Sting tries to help his ailing Broadway musical 'The Last Ship' by acting in it

Sting is hoping his star power can plug up a leaky ship.

The singer-songwriter will play the role of an inspirational foreman onstage in "The Last Ship" starting Dec. 9 at the Neil Simon Theatre. The musical, for which Sting supplied songs and lyrics, has been struggling at the box office.

"I'm so excited. I think it will give us a little light. Frankly, we need a blip in sales to be viable," Sting said Monday. "You have to do whatever it takes."

The show, with no big stars and a challenging story to sell, brought in only $536,000 last week, less than half its $1,243,000 potential and the theater was only 60 percent full. Mixed reviews haven't helped.

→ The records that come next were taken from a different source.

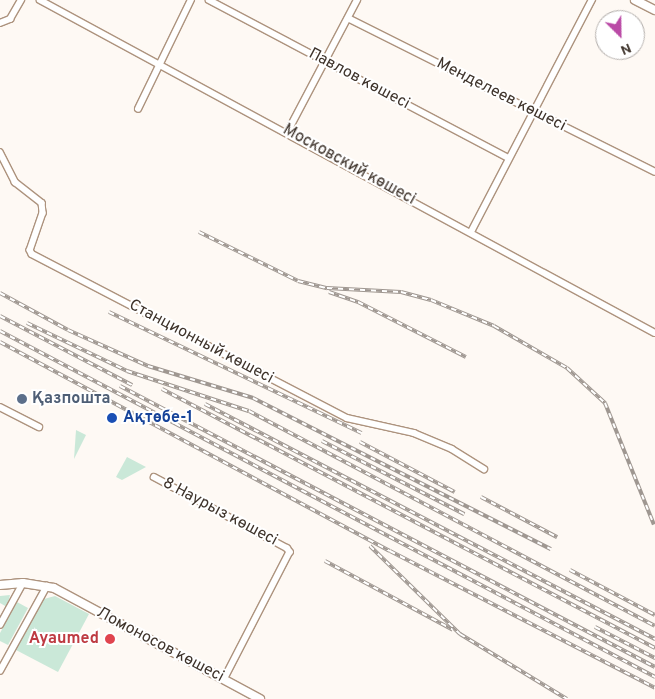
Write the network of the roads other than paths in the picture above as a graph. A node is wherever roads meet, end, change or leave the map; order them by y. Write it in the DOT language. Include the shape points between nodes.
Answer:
graph roads {
  1 [pos="22,0"];
  2 [pos="40,0"];
  3 [pos="191,0"];
  4 [pos="208,0"];
  5 [pos="357,0"];
  6 [pos="592,0"];
  7 [pos="635,0"];
  8 [pos="655,10"];
  9 [pos="348,18"];
  10 [pos="1,22"];
  11 [pos="326,61"];
  12 [pos="159,63"];
  13 [pos="138,109"];
  14 [pos="532,111"];
  15 [pos="288,132"];
  16 [pos="0,152"];
  17 [pos="509,158"];
  18 [pos="655,172"];
  19 [pos="471,232"];
  20 [pos="655,333"];
  21 [pos="0,407"];
  22 [pos="39,427"];
  23 [pos="484,469"];
  24 [pos="154,476"];
  25 [pos="23,582"];
  26 [pos="0,585"];
  27 [pos="47,586"];
  28 [pos="0,625"];
  29 [pos="0,671"];
  30 [pos="224,680"];
  31 [pos="260,699"];
  1 -- 10 [label="street" via="10,19"];
  2 -- 12 [label="street, Московский көшесі"];
  3 -- 12 [label="street"];
  4 -- 11 [label="street, Павлов көшесі"];
  5 -- 9 [label="street"];
  6 -- 14 [label="street"];
  7 -- 8 [label="street"];
  9 -- 11 [label="street"];
  9 -- 14 [label="street, Менделеев көшесі"];
  11 -- 15 [label="street"];
  11 -- 17 [label="street, Павлов көшесі"];
  12 -- 13 [label="street"];
  12 -- 15 [label="street, Московский көшесі"];
  14 -- 17 [label="street"];
  14 -- 18 [label="street, Менделеев көшесі"];
  15 -- 19 [label="street, Московский көшесі"];
  16 -- 23 [label="street, Станционный көшесі" via="15,182 42,203 43,212 30,250 32,254 347,418 414,433 452,448"];
  17 -- 19 [label="street"];
  19 -- 20 [label="street, Московский көшесі"];
  21 -- 22 [label="street"];
  24 -- 30 [label="street, 8 Наурыз көшесі" via="290,552"];
  25 -- 26 [label="street, Ломоносов көшесі"];
  25 -- 27 [label="street, Ломоносов көшесі"];
  25 -- 28 [label="street"];
  27 -- 29 [label="street"];
  27 -- 30 [label="street, Ломоносов көшесі" via="60,590"];
  30 -- 31 [label="street, Ломоносов көшесі"];
}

"This was never going to be easy. I didn't anticipate a shoo-in at all. I expected a battle because I want to succeed against the odds," Sting said.

The move isn't unprecedented. Green Day's frontman Billie Joe Armstrong made several onstage visits to his show "American Idiot." But others from the pop world — including Bono and The Edge from U2 and Trey Anastasio from Phish — chose to stay offstage even after their shows sprung a leak.

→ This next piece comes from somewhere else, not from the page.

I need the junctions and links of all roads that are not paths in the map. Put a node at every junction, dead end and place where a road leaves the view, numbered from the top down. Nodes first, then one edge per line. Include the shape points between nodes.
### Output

Producer Jeffrey Seller said Sting was eager to do anything to right the vessel. "It needs help. It's more ambitious, it's more challenging than other Broadway musicals," he said.

"The Last Ship" is a semi-autobiographical story about a prodigal son who returns to his northern England shipbuilding town to reclaim the girl he abandoned when he fled years before. He finds the workers are now unemployed and entertaining the idea of building one last boat to show off their skill and pride.

Seller said he blamed himself for the slow tickets sales. "I feel like I have failed to find the right door to open to communicate effectively the passion, the spirit and the beauty encapsulated in this show," he said.

He said he hoped Sting's presence would generate 5,000 to 6,000 more customers a week and hopes to raise the weekly take to $625,000 a week, which puts it in the black.

Sting, born Gordon Sumner, drew on his childhood, growing up in Newcastle to write the story. He was last onstage on Broadway in 1989's revival of "The Threepenny Opera" and said he knows the musical is good — it just needs to find an audience.

"We win the battle in the theater every day. Hands down, we win the battle," Sting said. "Outside, the perception is not what it should be. So I'm hoping I can give us more of a groundswell, more of a tipping point."

Sting replaces Jimmy Nail in the foreman's role. He said he needed Nail's blessing before he could "entertain this idea." Nail apparently readily agreed and will now be Sting's understudy.

Seller said there was a certain poetic flair to the fact that Sting will now play the foreman "whose job it is to lift up his men, to raise their spirits."

The project began as a CD and PBS concert special before it was turned into a stage version for a pre-Broadway stop in Chicago this summer. Pulitzer Prize and Tony-winning lyricist Brian Yorkey ("Next to Normal") and Tony-winner John Logan ("Red") wrote the book, and Tony-winner Joe Mantello ("Wicked") directs. The cast album comes out Dec. 16.